Each entry, as given, must be output unchanged.

## Information given
********
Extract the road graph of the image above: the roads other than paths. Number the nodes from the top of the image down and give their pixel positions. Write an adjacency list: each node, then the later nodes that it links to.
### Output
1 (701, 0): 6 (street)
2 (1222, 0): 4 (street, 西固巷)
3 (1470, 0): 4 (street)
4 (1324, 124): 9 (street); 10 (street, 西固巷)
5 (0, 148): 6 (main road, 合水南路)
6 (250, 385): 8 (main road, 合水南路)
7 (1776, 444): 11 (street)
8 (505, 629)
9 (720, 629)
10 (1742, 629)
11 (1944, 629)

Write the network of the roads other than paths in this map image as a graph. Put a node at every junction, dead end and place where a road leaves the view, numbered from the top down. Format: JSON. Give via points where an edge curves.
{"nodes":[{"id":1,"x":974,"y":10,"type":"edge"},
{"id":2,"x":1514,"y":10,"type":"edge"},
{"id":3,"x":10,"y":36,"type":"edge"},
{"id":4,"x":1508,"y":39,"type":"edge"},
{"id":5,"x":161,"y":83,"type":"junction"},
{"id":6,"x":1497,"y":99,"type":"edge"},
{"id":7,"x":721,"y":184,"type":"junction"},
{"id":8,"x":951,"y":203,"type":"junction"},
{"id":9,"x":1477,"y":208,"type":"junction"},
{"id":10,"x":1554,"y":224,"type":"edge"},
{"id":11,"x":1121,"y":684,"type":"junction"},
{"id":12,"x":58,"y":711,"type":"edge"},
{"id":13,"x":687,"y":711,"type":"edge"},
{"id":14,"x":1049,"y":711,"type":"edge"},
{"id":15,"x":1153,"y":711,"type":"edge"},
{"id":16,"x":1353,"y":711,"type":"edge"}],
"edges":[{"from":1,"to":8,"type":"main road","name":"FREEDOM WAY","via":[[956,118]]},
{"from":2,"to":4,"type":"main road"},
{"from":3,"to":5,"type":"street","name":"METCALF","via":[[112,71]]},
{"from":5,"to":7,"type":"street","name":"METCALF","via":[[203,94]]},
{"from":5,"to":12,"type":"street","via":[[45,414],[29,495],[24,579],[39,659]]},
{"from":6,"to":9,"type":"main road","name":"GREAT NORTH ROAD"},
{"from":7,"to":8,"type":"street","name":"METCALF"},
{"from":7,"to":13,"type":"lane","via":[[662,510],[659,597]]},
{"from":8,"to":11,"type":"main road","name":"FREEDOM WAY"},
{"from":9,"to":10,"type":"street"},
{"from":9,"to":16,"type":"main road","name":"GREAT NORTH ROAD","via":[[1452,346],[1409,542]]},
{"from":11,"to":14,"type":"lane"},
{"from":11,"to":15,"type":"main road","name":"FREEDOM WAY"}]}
********
## Result of the exercise
Extract the road graph of the image above: the roads other than paths. Number the nodes from the top of the image down and give their pixel positions. Write an adjacency list: each node, then the later nodes that it links to.
### Output
1 (701, 0): 6 (street)
2 (1222, 0): 4 (street, 西固巷)
3 (1470, 0): 4 (street)
4 (1324, 124): 9 (street); 10 (street, 西固巷)
5 (0, 148): 6 (main road, 合水南路)
6 (250, 385): 8 (main road, 合水南路)
7 (1776, 444): 11 (street)
8 (505, 629)
9 (720, 629)
10 (1742, 629)
11 (1944, 629)

Write the network of the roads other than paths in this map image as a graph. Put a node at every junction, dead end and place where a road leaves the view, numbered from the top down. Format: JSON. Give via points where an edge curves.
{"nodes":[{"id":1,"x":974,"y":10,"type":"edge"},
{"id":2,"x":1514,"y":10,"type":"edge"},
{"id":3,"x":10,"y":36,"type":"edge"},
{"id":4,"x":1508,"y":39,"type":"edge"},
{"id":5,"x":161,"y":83,"type":"junction"},
{"id":6,"x":1497,"y":99,"type":"edge"},
{"id":7,"x":721,"y":184,"type":"junction"},
{"id":8,"x":951,"y":203,"type":"junction"},
{"id":9,"x":1477,"y":208,"type":"junction"},
{"id":10,"x":1554,"y":224,"type":"edge"},
{"id":11,"x":1121,"y":684,"type":"junction"},
{"id":12,"x":58,"y":711,"type":"edge"},
{"id":13,"x":687,"y":711,"type":"edge"},
{"id":14,"x":1049,"y":711,"type":"edge"},
{"id":15,"x":1153,"y":711,"type":"edge"},
{"id":16,"x":1353,"y":711,"type":"edge"}],
"edges":[{"from":1,"to":8,"type":"main road","name":"FREEDOM WAY","via":[[956,118]]},
{"from":2,"to":4,"type":"main road"},
{"from":3,"to":5,"type":"street","name":"METCALF","via":[[112,71]]},
{"from":5,"to":7,"type":"street","name":"METCALF","via":[[203,94]]},
{"from":5,"to":12,"type":"street","via":[[45,414],[29,495],[24,579],[39,659]]},
{"from":6,"to":9,"type":"main road","name":"GREAT NORTH ROAD"},
{"from":7,"to":8,"type":"street","name":"METCALF"},
{"from":7,"to":13,"type":"lane","via":[[662,510],[659,597]]},
{"from":8,"to":11,"type":"main road","name":"FREEDOM WAY"},
{"from":9,"to":10,"type":"street"},
{"from":9,"to":16,"type":"main road","name":"GREAT NORTH ROAD","via":[[1452,346],[1409,542]]},
{"from":11,"to":14,"type":"lane"},
{"from":11,"to":15,"type":"main road","name":"FREEDOM WAY"}]}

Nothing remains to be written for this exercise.